In March the boards of Vectura and Skyepharma reached agreement on the terms of a recommended merger between the two companies, in which Vectura will acquire the entire issued and to be issued ordinary share capital of Skyepharma.
Status: Agreed

-UK COMPETITION AND MARKETS INVITES COMMENT ON PR NEWSWIRE ACQUISITION
The UK Competition and Markets Authority is inviting comment on the anticipated acquisition by Cision, a business controlled by GTCR Canyon Holdings (Cayman), L.P., of UK-based B2B events organizer UBM plc's PR Newswire business, CMA said.
CMA is considering whether it is or may be the case that the merger, if carried into effect, will result in the creation of a relevant merger situation under the merger provisions of the Enterprise Act 2002 and, if so, whether the creation of that situation may be expected to result, in a substantial lessening of competition within any market or markets in the United Kingdom for goods or services.
Status: Agreed

-UK UTILITY OPERATOR CENTRICA ACQUIRES CHP BUSINESS FOR GBP 145M
UK-based utility company Centrica plc (LSE: CAN) has acquired UK-based combined heat and power solutions supplier ENER-G Cogen International Ltd from ENER-G Holdings PLC for GBP 145m (USD 209.39m), the company said.
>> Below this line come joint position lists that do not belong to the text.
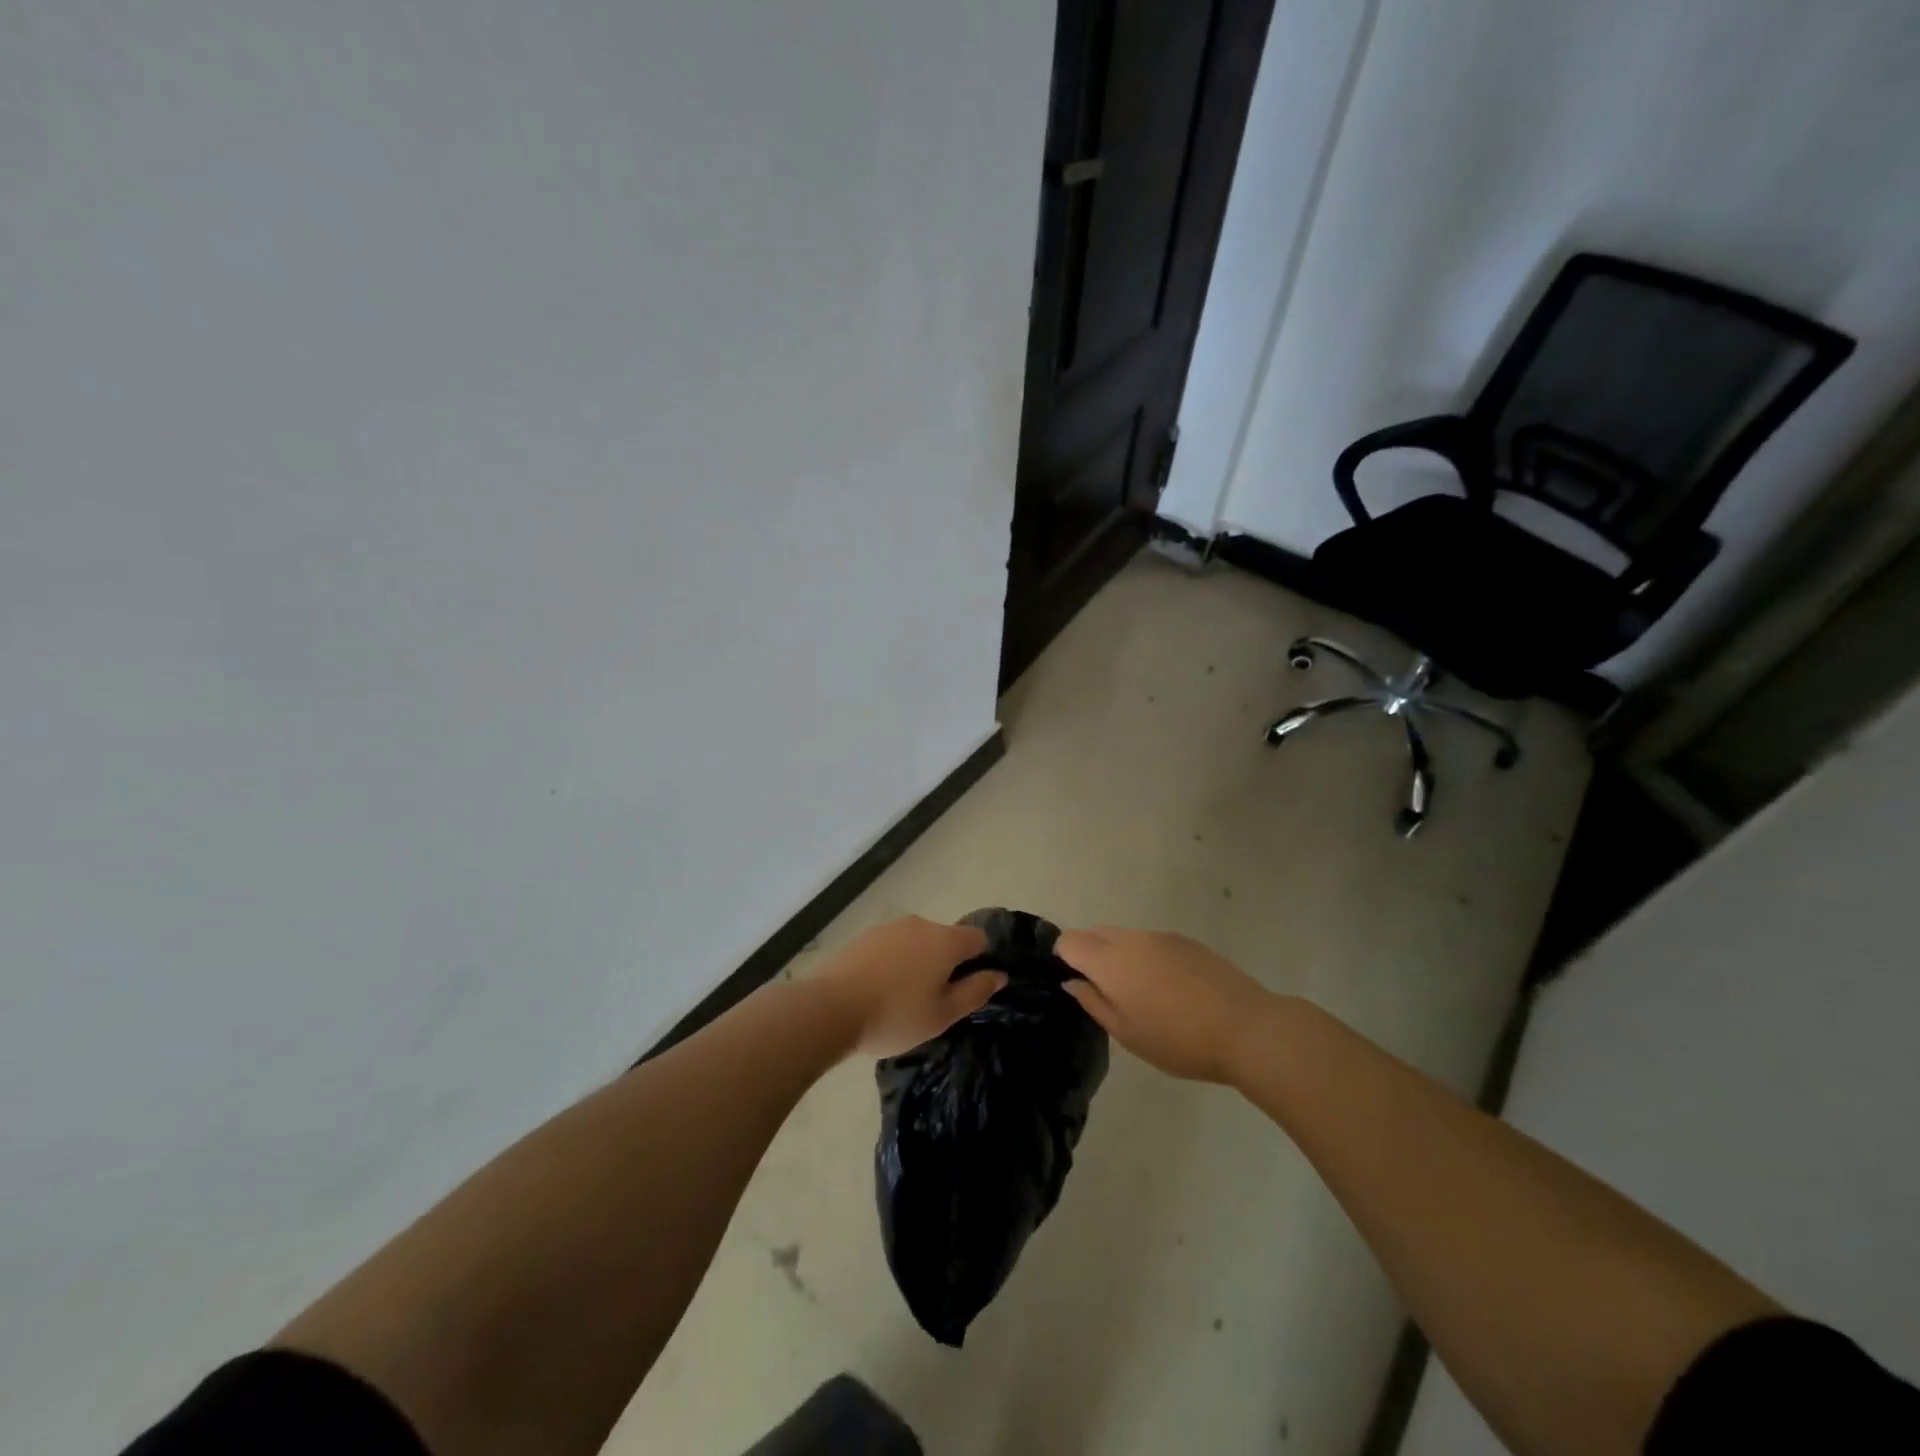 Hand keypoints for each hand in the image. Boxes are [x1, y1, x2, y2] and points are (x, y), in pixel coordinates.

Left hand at [812, 916, 1002, 1057]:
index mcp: (945, 940)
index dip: (980, 961)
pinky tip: (879, 990)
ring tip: (903, 999)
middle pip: (946, 939)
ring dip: (919, 963)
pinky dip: (894, 963)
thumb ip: (975, 992)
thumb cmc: (895, 1015)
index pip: (978, 938)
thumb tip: (998, 974)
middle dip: (946, 964)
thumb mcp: (943, 1015)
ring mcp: (889, 927)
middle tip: (934, 1002)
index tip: (968, 988)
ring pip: (918, 942)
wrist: (831, 1007)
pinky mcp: (865, 936)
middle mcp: (920, 924)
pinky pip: (892, 946)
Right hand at [1056, 926, 1276, 1083]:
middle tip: (1103, 992)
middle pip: (1095, 932)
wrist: (1246, 1028)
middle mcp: (1132, 939)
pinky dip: (1145, 957)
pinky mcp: (1186, 941)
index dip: (1063, 957)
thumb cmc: (1179, 1040)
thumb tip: (1072, 982)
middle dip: (1089, 954)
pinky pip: (1150, 941)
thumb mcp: (1127, 1034)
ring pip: (1124, 936)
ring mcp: (1161, 936)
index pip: (1070, 940)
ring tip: (1138, 993)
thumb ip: (1093, 1003)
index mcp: (1110, 961)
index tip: (1073, 982)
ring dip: (1118, 955)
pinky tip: (1167, 988) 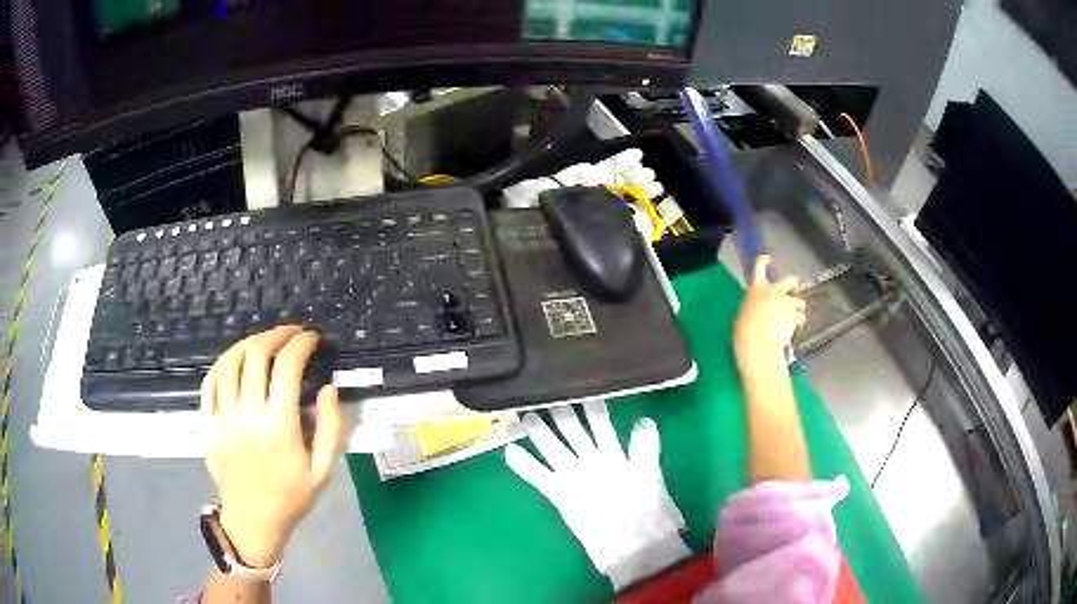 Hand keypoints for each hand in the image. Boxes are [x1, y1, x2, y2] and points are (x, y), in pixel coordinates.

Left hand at [202, 326, 344, 567]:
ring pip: (230, 362)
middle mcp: (248, 415)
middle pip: (256, 355)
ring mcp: (223, 417)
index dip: (300, 344)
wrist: (253, 520)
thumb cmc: (291, 497)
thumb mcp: (323, 471)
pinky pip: (210, 381)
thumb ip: (331, 429)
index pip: (287, 367)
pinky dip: (223, 362)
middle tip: (290, 333)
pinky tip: (235, 359)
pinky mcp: (207, 423)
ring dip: (249, 343)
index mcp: (280, 427)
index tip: (311, 339)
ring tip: (263, 341)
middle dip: (276, 335)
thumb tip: (329, 389)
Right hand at [505, 401, 688, 589]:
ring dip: (538, 433)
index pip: (600, 422)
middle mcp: (591, 460)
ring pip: (552, 448)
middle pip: (571, 430)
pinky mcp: (559, 494)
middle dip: (559, 413)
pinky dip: (524, 466)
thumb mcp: (650, 476)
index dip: (591, 405)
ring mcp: (573, 476)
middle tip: (544, 391)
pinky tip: (510, 452)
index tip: (580, 385)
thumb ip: (645, 449)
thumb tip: (644, 420)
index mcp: (614, 452)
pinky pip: (539, 476)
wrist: (632, 544)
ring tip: (524, 415)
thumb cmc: (647, 509)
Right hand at [733, 255, 805, 368]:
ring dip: (797, 309)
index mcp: (756, 288)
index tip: (768, 258)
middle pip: (790, 280)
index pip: (759, 266)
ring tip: (792, 320)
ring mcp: (786, 302)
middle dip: (793, 285)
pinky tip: (794, 330)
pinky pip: (801, 317)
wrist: (758, 343)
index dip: (764, 260)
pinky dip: (799, 322)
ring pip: (799, 301)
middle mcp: (773, 291)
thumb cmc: (744, 331)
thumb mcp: (744, 315)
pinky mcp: (795, 315)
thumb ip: (754, 307)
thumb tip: (757, 310)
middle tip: (793, 293) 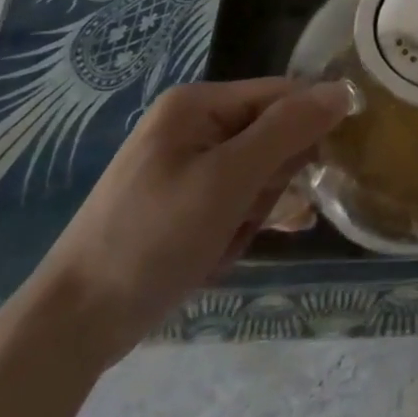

ENER-G Cogen has over 30 years' experience and a track record in delivering CHP solutions for industrial and commercial customers, and has around 1,400 units totalling over 500mw under contract.
The business operates predominantly in the UK but also has operations in the United States, Hungary, Italy, the Netherlands and Romania and has a strong, diverse customer base across private and public sectors.